Segment Start: Material for this exercise

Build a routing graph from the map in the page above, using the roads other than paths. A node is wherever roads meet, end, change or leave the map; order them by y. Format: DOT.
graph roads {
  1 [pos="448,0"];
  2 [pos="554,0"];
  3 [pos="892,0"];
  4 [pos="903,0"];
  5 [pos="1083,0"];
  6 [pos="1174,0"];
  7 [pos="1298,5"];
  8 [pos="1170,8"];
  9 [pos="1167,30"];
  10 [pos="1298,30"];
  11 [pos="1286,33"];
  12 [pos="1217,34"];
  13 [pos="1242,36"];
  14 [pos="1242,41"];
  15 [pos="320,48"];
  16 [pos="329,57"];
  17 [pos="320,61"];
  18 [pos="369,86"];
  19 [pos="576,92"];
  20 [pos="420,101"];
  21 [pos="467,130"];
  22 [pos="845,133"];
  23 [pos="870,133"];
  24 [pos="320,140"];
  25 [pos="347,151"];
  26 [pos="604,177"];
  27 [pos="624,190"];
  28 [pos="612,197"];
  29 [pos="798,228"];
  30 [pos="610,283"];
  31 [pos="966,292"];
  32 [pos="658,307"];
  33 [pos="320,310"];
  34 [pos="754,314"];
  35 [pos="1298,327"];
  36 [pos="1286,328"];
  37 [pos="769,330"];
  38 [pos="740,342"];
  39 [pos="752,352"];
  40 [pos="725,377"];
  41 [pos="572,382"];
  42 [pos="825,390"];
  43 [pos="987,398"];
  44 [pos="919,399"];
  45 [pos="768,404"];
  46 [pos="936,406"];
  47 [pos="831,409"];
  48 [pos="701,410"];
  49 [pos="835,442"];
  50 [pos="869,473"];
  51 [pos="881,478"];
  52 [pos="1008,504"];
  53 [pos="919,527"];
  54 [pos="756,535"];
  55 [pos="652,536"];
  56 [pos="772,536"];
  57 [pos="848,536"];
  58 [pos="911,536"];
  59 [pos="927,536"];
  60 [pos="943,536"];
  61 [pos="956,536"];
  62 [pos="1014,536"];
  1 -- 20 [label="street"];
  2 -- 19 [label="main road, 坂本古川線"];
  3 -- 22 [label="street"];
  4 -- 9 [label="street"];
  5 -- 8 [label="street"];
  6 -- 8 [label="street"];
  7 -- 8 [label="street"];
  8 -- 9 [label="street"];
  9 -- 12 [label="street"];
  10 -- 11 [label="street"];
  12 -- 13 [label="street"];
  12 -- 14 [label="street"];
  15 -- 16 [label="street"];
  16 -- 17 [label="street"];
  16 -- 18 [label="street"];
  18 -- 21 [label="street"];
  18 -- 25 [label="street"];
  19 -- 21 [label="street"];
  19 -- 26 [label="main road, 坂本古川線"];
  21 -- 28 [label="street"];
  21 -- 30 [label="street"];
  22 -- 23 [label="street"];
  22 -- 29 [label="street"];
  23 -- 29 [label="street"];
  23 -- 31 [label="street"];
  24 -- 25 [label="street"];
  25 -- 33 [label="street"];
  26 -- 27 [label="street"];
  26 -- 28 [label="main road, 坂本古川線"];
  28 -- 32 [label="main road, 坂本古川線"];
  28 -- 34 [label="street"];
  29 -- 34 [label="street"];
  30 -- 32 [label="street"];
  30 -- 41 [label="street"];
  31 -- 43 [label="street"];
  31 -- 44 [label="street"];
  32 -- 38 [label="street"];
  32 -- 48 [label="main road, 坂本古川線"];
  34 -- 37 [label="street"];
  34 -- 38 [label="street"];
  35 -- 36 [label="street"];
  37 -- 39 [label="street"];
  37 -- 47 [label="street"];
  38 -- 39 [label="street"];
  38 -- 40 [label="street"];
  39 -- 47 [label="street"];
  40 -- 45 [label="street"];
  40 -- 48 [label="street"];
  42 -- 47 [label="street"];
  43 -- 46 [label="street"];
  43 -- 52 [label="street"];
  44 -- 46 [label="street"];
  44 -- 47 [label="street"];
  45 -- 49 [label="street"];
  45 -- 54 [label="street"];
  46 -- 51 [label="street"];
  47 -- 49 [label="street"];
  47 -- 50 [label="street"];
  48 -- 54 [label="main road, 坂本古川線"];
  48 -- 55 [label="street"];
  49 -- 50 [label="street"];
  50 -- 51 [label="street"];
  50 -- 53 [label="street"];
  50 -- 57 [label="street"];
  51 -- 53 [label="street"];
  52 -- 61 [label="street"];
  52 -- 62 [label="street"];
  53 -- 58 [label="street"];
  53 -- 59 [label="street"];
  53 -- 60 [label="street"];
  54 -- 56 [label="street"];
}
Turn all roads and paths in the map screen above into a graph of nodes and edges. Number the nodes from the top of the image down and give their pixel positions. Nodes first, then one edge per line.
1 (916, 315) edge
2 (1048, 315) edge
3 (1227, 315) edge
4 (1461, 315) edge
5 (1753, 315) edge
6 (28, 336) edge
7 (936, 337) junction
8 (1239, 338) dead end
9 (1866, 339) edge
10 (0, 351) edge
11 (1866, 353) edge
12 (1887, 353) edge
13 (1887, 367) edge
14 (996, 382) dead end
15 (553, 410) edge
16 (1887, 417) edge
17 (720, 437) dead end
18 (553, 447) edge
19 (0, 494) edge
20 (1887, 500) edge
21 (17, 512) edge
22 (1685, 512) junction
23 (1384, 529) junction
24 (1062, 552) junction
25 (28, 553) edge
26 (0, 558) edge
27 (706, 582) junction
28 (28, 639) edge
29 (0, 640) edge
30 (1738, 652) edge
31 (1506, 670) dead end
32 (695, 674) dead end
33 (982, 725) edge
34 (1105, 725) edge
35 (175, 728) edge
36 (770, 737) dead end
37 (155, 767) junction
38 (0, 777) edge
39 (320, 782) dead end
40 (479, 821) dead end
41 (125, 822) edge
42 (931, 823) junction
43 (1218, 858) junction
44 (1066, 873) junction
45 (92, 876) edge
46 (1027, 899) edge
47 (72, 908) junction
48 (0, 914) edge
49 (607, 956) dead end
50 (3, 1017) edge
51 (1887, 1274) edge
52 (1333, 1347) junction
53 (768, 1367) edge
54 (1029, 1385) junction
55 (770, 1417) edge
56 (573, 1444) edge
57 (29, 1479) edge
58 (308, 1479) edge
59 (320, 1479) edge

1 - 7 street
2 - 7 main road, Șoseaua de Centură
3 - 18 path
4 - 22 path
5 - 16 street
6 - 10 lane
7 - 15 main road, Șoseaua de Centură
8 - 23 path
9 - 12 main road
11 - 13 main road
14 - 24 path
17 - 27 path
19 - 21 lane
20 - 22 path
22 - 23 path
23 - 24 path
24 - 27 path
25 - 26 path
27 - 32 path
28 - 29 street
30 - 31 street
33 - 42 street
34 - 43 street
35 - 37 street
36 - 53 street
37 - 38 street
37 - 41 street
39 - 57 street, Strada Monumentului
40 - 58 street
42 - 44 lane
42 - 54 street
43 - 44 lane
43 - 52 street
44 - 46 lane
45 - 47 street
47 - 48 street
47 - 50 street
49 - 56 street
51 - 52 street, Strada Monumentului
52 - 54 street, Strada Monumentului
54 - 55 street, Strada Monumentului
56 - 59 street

Segment End: Material for this exercise
Segment Start: Material for this exercise

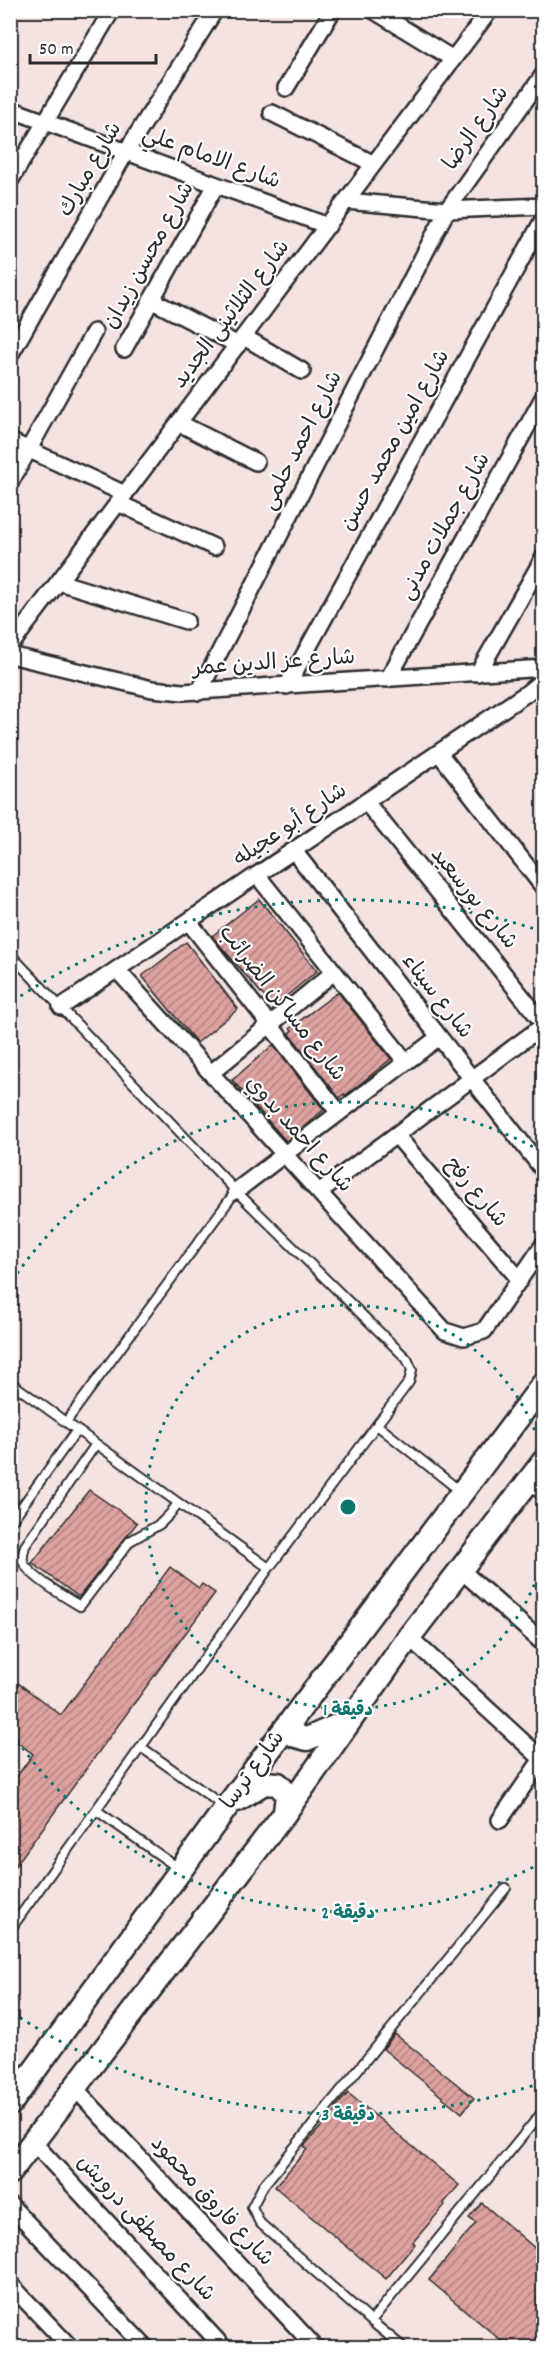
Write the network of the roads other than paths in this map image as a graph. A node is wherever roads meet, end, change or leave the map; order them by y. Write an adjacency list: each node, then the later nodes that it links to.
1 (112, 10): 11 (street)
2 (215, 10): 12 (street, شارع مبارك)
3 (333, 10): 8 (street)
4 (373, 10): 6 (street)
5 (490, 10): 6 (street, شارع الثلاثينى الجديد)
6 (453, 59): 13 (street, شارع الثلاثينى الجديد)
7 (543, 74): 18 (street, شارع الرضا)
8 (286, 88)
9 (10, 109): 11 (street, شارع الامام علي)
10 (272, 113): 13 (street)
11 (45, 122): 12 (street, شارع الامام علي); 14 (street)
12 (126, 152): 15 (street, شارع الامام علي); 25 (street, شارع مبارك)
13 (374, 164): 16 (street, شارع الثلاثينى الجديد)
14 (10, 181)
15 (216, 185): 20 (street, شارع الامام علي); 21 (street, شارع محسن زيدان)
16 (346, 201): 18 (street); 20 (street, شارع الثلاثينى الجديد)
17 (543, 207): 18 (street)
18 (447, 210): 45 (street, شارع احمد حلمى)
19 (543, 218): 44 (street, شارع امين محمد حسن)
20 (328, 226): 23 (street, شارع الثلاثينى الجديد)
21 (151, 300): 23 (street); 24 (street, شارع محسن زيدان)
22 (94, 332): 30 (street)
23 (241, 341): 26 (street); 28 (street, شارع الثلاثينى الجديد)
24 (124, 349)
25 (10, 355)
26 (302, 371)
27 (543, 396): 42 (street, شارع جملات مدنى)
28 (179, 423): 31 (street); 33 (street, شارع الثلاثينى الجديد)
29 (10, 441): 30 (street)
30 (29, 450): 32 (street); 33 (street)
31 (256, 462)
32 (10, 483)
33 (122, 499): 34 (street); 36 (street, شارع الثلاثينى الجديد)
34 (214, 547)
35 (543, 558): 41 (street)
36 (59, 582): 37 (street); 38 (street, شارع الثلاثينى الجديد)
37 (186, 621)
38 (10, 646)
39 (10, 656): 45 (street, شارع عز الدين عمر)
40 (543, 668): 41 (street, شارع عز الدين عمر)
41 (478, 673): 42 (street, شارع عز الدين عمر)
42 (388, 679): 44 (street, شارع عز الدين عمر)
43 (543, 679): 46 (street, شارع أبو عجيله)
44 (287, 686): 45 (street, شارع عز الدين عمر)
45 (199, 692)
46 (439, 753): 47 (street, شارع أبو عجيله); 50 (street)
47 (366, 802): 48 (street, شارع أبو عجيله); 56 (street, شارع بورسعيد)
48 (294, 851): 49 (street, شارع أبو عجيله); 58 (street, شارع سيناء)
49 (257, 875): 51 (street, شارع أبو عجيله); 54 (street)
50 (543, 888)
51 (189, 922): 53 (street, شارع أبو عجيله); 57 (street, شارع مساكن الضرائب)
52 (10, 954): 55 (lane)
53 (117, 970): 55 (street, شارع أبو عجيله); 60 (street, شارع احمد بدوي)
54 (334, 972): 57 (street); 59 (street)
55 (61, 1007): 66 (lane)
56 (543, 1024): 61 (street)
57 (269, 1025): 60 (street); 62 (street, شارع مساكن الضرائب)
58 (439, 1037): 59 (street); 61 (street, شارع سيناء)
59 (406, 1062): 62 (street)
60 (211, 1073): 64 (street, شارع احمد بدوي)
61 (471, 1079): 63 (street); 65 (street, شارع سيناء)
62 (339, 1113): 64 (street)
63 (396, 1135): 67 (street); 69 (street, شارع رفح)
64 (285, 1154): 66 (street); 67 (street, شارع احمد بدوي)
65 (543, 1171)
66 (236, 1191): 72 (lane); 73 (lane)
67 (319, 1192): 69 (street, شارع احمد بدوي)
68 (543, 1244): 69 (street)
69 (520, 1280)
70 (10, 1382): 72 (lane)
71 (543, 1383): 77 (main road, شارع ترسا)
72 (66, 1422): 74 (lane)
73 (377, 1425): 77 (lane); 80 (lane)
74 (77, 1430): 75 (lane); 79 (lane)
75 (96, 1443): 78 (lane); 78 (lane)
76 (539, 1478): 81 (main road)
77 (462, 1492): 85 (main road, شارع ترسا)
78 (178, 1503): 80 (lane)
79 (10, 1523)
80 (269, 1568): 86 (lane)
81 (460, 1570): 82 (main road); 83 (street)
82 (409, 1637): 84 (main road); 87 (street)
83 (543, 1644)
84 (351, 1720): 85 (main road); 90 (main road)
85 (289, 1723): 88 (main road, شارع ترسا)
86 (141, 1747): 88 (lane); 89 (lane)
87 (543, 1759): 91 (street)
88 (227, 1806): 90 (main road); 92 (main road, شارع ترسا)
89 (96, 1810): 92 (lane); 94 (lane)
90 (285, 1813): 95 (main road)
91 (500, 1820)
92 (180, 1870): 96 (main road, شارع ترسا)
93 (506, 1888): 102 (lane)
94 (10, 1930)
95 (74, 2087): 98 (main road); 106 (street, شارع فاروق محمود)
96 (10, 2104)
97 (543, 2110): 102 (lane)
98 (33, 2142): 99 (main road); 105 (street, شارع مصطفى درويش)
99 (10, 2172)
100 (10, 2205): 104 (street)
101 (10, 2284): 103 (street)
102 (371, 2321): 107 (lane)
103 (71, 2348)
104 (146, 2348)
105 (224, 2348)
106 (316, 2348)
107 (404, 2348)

Segment End: Material for this exercise
Segment Start: Material for this exercise

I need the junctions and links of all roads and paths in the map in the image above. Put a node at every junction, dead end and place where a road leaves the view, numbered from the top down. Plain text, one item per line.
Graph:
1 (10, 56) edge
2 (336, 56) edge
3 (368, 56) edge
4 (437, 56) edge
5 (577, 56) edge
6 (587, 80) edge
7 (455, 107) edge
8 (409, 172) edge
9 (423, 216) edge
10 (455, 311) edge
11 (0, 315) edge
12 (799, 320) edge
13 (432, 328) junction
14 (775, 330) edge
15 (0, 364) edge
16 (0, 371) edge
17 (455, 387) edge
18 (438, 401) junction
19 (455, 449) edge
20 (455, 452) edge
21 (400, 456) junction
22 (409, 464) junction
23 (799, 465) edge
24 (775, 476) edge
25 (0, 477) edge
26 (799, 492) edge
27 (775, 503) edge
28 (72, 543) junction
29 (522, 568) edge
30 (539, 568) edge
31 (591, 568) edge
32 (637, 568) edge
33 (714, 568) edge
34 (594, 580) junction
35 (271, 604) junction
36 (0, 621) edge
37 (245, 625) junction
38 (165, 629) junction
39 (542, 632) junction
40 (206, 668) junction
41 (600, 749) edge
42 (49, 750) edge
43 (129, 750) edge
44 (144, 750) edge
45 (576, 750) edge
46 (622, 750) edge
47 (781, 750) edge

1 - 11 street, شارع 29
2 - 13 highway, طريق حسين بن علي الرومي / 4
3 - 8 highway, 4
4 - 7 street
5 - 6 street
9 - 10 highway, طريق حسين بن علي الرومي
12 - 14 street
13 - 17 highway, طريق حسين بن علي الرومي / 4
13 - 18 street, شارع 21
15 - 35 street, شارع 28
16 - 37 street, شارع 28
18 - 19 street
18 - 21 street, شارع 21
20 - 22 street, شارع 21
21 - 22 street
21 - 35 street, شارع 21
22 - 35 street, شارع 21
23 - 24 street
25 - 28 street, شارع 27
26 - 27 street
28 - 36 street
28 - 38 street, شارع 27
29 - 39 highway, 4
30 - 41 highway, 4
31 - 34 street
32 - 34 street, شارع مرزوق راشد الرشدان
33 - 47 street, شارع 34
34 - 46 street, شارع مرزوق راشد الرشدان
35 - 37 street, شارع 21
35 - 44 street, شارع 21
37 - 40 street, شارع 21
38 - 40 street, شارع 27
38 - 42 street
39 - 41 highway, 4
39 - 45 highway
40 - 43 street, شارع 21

Segment End: Material for this exercise

Copy out every line from the records that has the word "then".

## [Answer space]
Turn all roads and paths in the map screen above into a graph of nodes and edges. Number the nodes from the top of the image down and give their pixel positions. Nodes first, then one edge per line.
Write the network of the roads other than paths in this map image as a graph. A node is wherever roads meet, end, change or leave the map; order them by y. Write an adjacency list: each node, then the later nodes that it links to.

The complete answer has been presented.